Hey. If your interest is purely group storytelling and world building, then I am definitely interested.
I am a Dungeons and Dragons veteran and Dungeon Master, an amateur writer, and somewhat a character designer. My passion is world building, so if you require assistance then I may be able to provide it.


----------



## Takkin (Nov 26, 2017)

DMW45 said:


> I'll be honest, I'm still new to this so I only have the one, still waiting to get a picture of him drawn up.  But he was based off a D&D character anyway, so he'd fit right in.  Just go around, adventuring/fight clubbing it up.


I'm very new myself, and am also having my Fursona drawn up! Hence the empty avatar :c  buuuut we'll fix that in a week or so! I'm using the time to build his Bio and History... along with the town/world of course! I'd be looking forward to hearing your tales of adventure when you stop into town from time to time!



Blue_Jay said:


> Hey. If your interest is purely group storytelling and world building, then I am definitely interested.
> I am a Dungeons and Dragons veteran and Dungeon Master, an amateur writer, and somewhat a character designer. My passion is world building, so if you require assistance then I may be able to provide it.

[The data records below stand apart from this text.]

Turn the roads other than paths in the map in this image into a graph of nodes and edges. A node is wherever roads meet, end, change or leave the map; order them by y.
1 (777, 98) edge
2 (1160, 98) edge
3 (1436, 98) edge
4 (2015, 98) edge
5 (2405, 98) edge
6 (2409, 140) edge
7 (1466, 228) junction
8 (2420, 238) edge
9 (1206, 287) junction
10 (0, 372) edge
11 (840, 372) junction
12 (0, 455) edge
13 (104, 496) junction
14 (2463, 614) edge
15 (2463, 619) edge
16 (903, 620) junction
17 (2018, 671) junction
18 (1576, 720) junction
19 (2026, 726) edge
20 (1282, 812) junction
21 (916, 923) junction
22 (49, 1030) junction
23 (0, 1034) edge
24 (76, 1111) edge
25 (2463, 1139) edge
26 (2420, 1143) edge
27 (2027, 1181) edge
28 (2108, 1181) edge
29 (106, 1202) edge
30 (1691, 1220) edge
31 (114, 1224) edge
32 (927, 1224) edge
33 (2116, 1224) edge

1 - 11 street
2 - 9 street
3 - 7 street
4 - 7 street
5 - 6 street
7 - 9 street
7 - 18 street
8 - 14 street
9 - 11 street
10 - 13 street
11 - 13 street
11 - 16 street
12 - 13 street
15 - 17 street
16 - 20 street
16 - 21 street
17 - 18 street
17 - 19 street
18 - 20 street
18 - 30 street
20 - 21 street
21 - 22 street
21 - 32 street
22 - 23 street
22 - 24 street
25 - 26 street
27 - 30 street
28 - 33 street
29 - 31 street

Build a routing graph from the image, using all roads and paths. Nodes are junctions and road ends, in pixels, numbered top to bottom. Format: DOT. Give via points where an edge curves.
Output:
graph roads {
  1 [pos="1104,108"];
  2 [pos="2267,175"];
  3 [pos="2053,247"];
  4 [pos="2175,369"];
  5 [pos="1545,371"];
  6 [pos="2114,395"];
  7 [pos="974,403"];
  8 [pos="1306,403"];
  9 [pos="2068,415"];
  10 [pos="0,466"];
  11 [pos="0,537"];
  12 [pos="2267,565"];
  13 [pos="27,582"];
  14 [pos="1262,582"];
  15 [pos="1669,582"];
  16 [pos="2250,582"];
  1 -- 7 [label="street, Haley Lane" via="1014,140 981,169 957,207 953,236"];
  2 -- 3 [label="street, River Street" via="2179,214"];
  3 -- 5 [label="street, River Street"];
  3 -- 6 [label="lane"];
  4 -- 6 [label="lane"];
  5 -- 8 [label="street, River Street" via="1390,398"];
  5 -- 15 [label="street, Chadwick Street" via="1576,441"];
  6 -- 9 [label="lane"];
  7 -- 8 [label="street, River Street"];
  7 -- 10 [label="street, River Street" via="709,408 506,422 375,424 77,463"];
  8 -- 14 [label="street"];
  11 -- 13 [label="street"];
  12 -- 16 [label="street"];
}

*Gasp!* Certainly! I may be a little over enthusiastic about this, but that's just me! I'm positive that help will be needed before I'm just overwhelmed with... hugs, haha. I'll need to stop and take a breath to see how I can easily start collaborations on this, ha! Right now I'm posting document links on my Journal Page on FA. I do have a lot of Building Descriptions listed as "TBD" right now so that could be a place to start. Town layout is certainly something revisited often as well, and then there's the basic rules/guidelines... *facedesk*.


----------



## Blue_Jay (Nov 26, 2017)

Takkin said:


> Gasp!* Certainly! I may be a little over enthusiastic about this, but that's just me! I'm positive that help will be needed before I'm just overwhelmed with... hugs, haha. I'll need to stop and take a breath to see how I can easily start collaborations on this, ha! Right now I'm posting document links on my Journal Page on FA. I do have a lot of Building Descriptions listed as "TBD" right now so that could be a place to start. Town layout is certainly something revisited often as well, and then there's the basic rules/guidelines... *facedesk*.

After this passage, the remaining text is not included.